Chapter 14 Lyra
LYRA
It's been four days, and I was doing better until he decided to call.
I didn't answer, so he called again. I stood there looking at it, a mixture of joy that I was standing firm, but also questioning why the phone was fully charged and not turned off in a drawer.
He stopped, and I went about my night. TV dinner and listening to screaming from my upstairs neighbors, at least it sounded like sex this time.

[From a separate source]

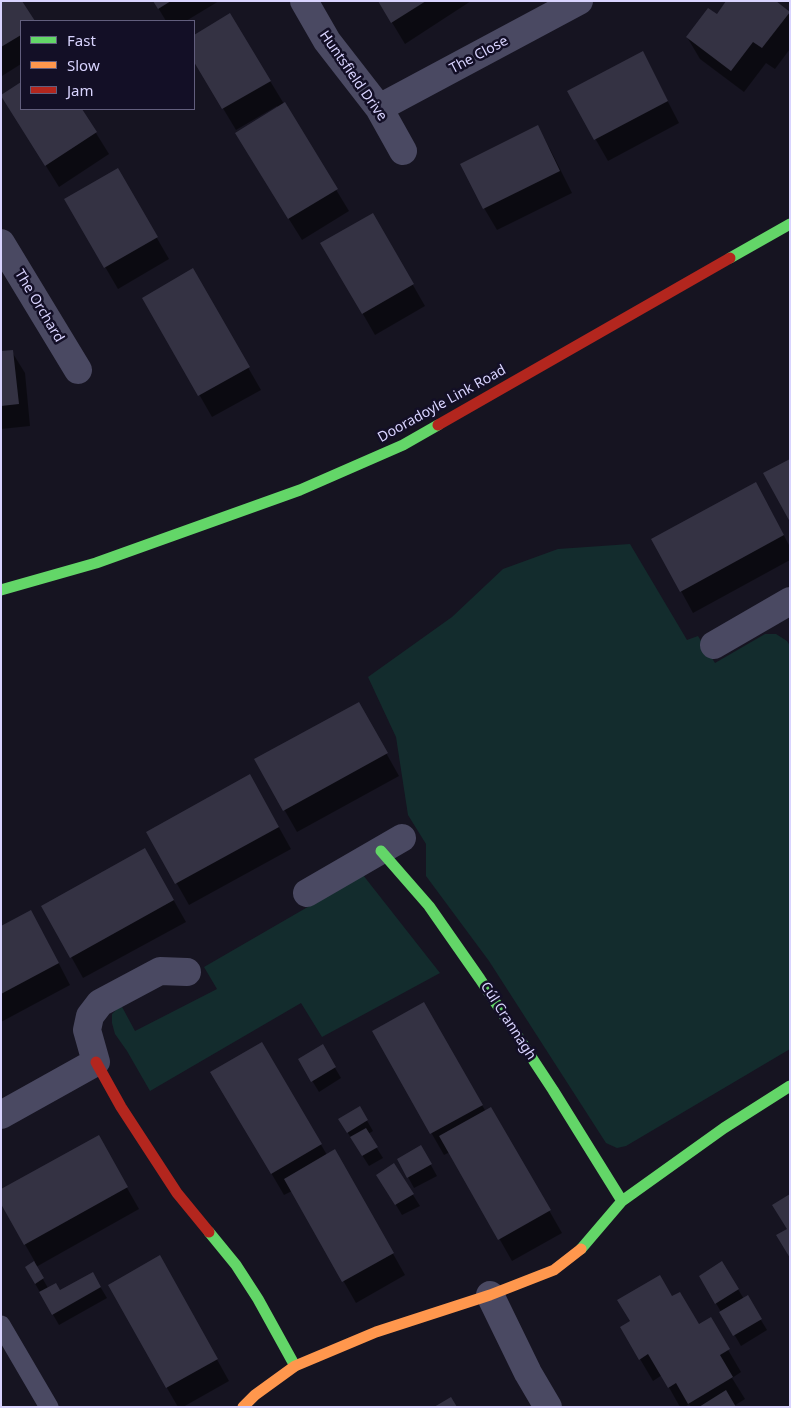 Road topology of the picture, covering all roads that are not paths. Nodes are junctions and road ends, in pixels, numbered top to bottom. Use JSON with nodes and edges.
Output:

Then, as if he fucking knew, I got into bed and he texted.
Call me
I rolled my eyes and turned on my side, but sleep was the only thing that didn't come. I tossed and turned, going in and out of consciousness.
I protect what's mine
His words echo in my head, crawling under my skin. The audacity. The entitlement. The way his eyes darkened when he said it, like he actually believed it.
His?
Wrong.
At least my mind thought so. My body, on the other hand, betrayed me in that moment. I didn't even realize I'd clenched my thighs until they were sore. Damn pathetic. After everything I've been through, I'm still wired to want men like him.
The heat that curled in my belly when he grabbed me, it's like, how do you want to fight and fuck someone at the same time? How can you want two completely different things?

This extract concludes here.